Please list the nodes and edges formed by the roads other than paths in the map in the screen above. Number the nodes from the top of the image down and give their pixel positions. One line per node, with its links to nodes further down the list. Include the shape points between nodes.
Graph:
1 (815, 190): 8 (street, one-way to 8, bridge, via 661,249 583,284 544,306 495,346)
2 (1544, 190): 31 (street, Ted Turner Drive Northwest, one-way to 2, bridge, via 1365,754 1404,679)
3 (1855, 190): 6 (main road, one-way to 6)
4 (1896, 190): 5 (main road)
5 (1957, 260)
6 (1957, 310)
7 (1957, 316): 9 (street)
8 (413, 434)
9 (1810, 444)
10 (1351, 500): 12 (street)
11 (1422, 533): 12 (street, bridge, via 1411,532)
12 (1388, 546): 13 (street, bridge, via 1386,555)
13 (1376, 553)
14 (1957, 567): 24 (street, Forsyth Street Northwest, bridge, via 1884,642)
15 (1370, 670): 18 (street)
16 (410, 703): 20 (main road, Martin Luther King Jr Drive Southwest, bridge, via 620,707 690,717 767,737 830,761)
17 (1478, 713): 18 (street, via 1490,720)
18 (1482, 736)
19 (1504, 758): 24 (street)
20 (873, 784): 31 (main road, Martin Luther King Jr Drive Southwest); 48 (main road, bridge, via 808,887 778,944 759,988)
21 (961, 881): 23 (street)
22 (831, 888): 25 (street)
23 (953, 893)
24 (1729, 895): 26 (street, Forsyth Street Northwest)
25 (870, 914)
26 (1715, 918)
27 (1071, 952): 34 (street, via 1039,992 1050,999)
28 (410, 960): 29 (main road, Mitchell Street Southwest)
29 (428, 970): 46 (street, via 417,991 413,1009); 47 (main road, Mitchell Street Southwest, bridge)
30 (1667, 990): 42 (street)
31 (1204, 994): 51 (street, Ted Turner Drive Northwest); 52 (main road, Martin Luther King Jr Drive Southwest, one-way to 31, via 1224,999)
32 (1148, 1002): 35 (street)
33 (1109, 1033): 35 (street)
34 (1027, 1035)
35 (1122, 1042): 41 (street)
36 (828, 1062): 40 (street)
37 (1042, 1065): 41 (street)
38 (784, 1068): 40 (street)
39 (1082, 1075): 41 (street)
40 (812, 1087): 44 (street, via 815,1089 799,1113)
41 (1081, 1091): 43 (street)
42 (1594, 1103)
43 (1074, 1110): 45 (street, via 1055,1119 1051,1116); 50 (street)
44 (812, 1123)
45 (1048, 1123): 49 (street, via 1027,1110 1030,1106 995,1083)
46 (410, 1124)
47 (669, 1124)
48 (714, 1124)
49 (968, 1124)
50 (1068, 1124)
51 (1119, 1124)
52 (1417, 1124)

Work to be completed:
Without skipping a line, retype the full listing.

Solution to the exercise:
Please list the nodes and edges formed by the roads other than paths in the map in the screen above. Number the nodes from the top of the image down and give their pixel positions. One line per node, with its links to nodes further down the list. Include the shape points between nodes.
Graph:
1 (815, 190): 8 (street, one-way to 8, bridge, via 661,249 583,284 544,306 495,346)
2 (1544, 190): 31 (street, Ted Turner Drive Northwest, one-way to 2, bridge, via 1365,754 1404,679)
3 (1855, 190): 6 (main road, one-way to 6)
4 (1896, 190): 5 (main road)
5 (1957, 260)
6 (1957, 310)
7 (1957, 316): 9 (street)
8 (413, 434)
9 (1810, 444)
10 (1351, 500): 12 (street)
11 (1422, 533): 12 (street, bridge, via 1411,532)
12 (1388, 546): 13 (street, bridge, via 1386,555)
13 (1376, 553)
14 (1957, 567): 24 (street, Forsyth Street Northwest, bridge, via 1884,642)
15 (1370, 670): 18 (street)
16 (410, 703): 20 (main road, Martin Luther King Jr Drive Southwest, bridge, via 620,707 690,717 767,737 830,761)
17 (1478, 713): 18 (street, via 1490,720)
18 (1482, 736)
19 (1504, 758): 24 (street)
20 (873, 784): 31 (main road, Martin Luther King Jr Drive Southwest); 48 (main road, bridge, via 808,887 778,944 759,988)
21 (961, 881): 23 (street)
22 (831, 888): 25 (street)
23 (953, 893)
24 (1729, 895): 26 (street, Forsyth Street Northwest)
25 (870, 914)
26 (1715, 918)
27 (1071, 952): 34 (street, via 1039,992 1050,999)
28 (410, 960): 29 (main road, Mitchell Street Southwest)
29 (428, 970): 46 (street, via 417,991 413,1009); 47 (main road, Mitchell Street Southwest, bridge)
30 (1667, 990): 42 (street)
31 (1204, 994): 51 (street, Ted Turner Drive Northwest); 52 (main road, Martin Luther King Jr Drive Southwest, one-way to 31, via 1224,999)
32 (1148, 1002): 35 (street)
33 (1109, 1033): 35 (street)
34 (1027, 1035)
35 (1122, 1042): 41 (street)
36 (828, 1062): 40 (street)
37 (1042, 1065): 41 (street)
38 (784, 1068): 40 (street)
39 (1082, 1075): 41 (street)
40 (812, 1087): 44 (street, via 815,1089 799,1113)
41 (1081, 1091): 43 (street)
42 (1594, 1103)
43 (1074, 1110): 45 (street, via 1055,1119 1051,1116); 50 (street)
44 (812, 1123)
45 (1048, 1123): 49 (street, via 1027,1110 1030,1106 995,1083)
46 (410, 1124)
47 (669, 1124)
48 (714, 1124)
49 (968, 1124)
50 (1068, 1124)
51 (1119, 1124)
52 (1417, 1124)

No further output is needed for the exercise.